“Then I began to doze, and mingling with my waking thoughts came dreams which proved that poor James’s prescriptions had not yet been entirely successful.
“Just three weeks after this we were far away in the centre of the South Atlantic Ocean, and bearing up for Rio de Janeiro. The sea around us was of the darkest blue, but sparkling in the sunshine, and there was just sufficient wind to gladden the heart of a sailor.
“What induced James and me to change our plans and sail west instead of south and east, I never could tell, though I have often thought about it. A friend of mine says it was Fate, and that Fate often rules the destinies of men, despite all that can be done to alter her plans and intentions. This line of reasoning may be right; my friend is so often right that I daresay it must be.
“But one thing now occurred to me that at times rendered me rather uneasy, and which, when I tried to describe it to James, caused that honest sailor some anxiety also. I have spoken of it more than once to so-called psychologists and even to so-called mediums; but their attempted explanations, although seemingly satisfactory enough to themselves, sounded to me like a mere chaos of words, the meaning of which as a whole I never could fathom. But the mystery with me was this: I seemed at times to be possessed of a second self, or rather, a second soul.

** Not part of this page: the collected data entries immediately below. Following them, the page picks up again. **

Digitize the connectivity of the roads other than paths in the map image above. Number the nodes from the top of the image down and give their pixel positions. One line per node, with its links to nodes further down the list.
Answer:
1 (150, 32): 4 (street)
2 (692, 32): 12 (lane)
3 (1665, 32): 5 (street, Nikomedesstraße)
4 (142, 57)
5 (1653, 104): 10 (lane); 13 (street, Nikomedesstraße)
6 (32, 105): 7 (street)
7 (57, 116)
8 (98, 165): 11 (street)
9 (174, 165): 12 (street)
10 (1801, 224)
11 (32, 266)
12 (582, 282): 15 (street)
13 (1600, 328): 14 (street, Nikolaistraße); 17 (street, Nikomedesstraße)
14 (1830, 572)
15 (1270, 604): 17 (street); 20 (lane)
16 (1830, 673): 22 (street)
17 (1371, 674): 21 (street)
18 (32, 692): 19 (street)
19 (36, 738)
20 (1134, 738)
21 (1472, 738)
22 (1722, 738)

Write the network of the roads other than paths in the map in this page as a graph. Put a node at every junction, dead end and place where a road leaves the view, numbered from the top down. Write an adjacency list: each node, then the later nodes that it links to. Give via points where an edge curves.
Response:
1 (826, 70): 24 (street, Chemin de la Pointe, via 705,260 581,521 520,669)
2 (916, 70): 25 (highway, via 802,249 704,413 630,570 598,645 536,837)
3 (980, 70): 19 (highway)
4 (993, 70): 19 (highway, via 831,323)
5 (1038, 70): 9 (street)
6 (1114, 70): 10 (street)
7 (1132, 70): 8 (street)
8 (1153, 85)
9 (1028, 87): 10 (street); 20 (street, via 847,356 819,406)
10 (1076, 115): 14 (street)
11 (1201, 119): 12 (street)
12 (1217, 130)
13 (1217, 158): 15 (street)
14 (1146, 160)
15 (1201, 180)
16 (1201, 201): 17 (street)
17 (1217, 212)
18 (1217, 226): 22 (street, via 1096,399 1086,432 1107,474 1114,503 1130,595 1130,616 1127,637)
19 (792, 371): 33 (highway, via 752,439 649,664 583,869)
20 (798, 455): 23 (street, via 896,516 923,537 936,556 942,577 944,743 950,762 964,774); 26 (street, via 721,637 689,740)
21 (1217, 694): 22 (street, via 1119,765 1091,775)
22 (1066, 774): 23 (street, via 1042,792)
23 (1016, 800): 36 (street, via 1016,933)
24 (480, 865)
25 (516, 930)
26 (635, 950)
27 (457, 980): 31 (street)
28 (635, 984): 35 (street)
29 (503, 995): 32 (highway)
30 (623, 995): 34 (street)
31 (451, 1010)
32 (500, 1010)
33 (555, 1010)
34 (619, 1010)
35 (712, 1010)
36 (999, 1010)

“I struggled against the feeling all I could, but in vain. James read his mother’s Bible to me, and otherwise, not in a spiritual way, he did all he could to cheer me up, as he phrased it. But—and here comes in the most curious part of it—I did not feel that I wanted any cheering up. I was happy enough in the companionship of my second self. This was not always present. Sometimes absent for days indeed, and never as yet did it talk to me in my dreams. At other times it came, and would be with me for hours; and it spoke to my mind as it were, I being compelled to carry on a conversation, in thought, of course, but never once did I have any notion beforehand as to what the remarks made were to be. They were simple in the extreme, and usually had reference to the working or guidance of the ship, the setting or shortening of sail, and making the good barque snug for the night.
“We called at Rio. The harbour here could contain all the war fleets in the world; grand old hills; a city as romantic as Edinburgh—that is, when seen from the sea—quaintness of streets, a wealth and beauty of vegetation, of treescape and flowerscape, that I have never seen equalled anywhere, and a quaintly dressed, quiet, and indolent people.
“We landed much stores here and filled up with others. On the whole, James and I were not sorry we had come, we drove such excellent bargains.
“Again, at Buenos Ayres, with its fine streets and public buildings, and its miles upon miles of shallow sea all in front, we did trade enough to please us.
“‘When I retire from sailing the salt seas, sir,’ said James, ‘it’s ’ere and nowhere else I’m goin’ to make my ’ome; and I only wish the old lady were livin’, for then I’d retire after the very next voyage.’